Gauge Singlet Scalars as Cold Dark Matter
John McDonald
TL;DR
This paper analyzes a minimal Standard Model extension that adds gauge-singlet scalars interacting through a Higgs-portal coupling $\lambda_S S^{\dagger}S H^{\dagger}H$ as a cold dark matter candidate. It computes the thermal relic density $\Omega_{S} h^{2}$ across $(m_S, \lambda_S)$ using the Lee–Weinberg framework and enumerates annihilation channels to $hh$, $WW$, $ZZ$, and fermions, highlighting how the relic density scales with the number of singlets. It then assesses direct detection via elastic scattering on Ge nuclei and indirect detection via neutrinos from the Sun and Earth, finding current bounds weakly constrain the thermal relic region, while next-generation detectors can probe substantial portions for $m_S \lesssim 50$ GeV and larger masses with adequate detector size.
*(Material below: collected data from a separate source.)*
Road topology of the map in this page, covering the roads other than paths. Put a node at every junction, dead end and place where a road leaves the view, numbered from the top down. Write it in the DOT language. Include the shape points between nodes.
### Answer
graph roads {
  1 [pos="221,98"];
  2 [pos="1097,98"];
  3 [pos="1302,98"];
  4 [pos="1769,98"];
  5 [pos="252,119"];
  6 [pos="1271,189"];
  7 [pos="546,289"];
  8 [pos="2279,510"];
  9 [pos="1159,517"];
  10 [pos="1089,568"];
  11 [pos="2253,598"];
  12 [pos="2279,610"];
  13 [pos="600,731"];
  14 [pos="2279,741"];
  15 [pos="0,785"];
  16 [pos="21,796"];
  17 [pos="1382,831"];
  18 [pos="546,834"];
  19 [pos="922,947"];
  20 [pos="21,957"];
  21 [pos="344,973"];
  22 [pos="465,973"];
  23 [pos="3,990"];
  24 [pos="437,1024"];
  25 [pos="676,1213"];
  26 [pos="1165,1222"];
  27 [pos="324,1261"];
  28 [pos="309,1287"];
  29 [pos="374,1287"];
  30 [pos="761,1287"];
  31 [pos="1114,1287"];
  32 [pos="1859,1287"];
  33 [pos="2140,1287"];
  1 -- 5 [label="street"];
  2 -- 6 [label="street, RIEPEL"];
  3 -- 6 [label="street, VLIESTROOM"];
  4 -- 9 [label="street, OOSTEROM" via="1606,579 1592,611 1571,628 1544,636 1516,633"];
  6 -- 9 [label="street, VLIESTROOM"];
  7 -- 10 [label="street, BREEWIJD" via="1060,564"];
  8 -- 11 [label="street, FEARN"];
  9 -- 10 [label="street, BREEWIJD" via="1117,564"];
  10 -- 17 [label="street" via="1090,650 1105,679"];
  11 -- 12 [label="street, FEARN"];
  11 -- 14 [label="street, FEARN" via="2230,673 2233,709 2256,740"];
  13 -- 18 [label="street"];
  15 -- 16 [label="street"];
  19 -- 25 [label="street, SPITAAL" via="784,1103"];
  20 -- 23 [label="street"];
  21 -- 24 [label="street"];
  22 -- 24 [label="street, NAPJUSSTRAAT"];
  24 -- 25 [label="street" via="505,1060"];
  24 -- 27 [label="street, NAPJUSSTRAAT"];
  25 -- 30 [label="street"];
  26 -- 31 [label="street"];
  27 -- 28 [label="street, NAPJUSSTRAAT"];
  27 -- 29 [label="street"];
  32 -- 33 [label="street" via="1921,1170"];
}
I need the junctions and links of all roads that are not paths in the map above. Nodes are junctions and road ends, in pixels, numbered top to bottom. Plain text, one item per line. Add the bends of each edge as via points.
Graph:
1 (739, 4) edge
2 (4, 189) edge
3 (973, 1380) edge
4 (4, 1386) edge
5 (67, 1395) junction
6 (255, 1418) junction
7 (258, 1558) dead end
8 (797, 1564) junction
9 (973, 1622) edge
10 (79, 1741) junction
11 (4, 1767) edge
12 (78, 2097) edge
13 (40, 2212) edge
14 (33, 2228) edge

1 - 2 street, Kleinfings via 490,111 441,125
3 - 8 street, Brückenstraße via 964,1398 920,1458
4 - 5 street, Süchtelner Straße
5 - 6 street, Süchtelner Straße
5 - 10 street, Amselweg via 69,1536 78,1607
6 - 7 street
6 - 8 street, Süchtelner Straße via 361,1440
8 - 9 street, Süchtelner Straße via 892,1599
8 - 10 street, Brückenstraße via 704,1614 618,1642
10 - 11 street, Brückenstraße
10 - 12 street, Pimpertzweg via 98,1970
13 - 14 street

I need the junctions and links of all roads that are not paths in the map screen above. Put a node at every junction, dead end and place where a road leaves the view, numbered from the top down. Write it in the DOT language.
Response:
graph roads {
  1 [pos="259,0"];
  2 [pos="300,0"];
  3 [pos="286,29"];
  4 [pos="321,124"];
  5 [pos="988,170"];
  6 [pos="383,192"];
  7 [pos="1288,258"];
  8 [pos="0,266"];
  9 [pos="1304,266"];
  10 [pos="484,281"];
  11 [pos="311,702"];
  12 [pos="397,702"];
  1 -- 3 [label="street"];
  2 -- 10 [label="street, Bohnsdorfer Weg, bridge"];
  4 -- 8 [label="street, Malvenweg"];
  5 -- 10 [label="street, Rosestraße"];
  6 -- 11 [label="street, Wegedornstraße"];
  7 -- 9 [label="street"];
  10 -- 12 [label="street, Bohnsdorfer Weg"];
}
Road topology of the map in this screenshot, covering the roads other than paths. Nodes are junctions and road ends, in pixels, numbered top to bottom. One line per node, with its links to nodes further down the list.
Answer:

The results indicate that a future $10^4\ \mathrm{m}^2$ neutrino detector or a 1 km$^2$ observatory could significantly test or exclude the thermal relic SDM up to the TeV scale for favorable Higgs masses, making this Higgs-portal scenario a testable dark matter framework.
Abstract
In light of recent interest in minimal extensions of the Standard Model and gauge singlet scalar cold dark matter, we provide an arXiv preprint of the paper, published as Phys.Rev. D50 (1994) 3637, which presented the first detailed analysis of gauge singlet scalar cold dark matter.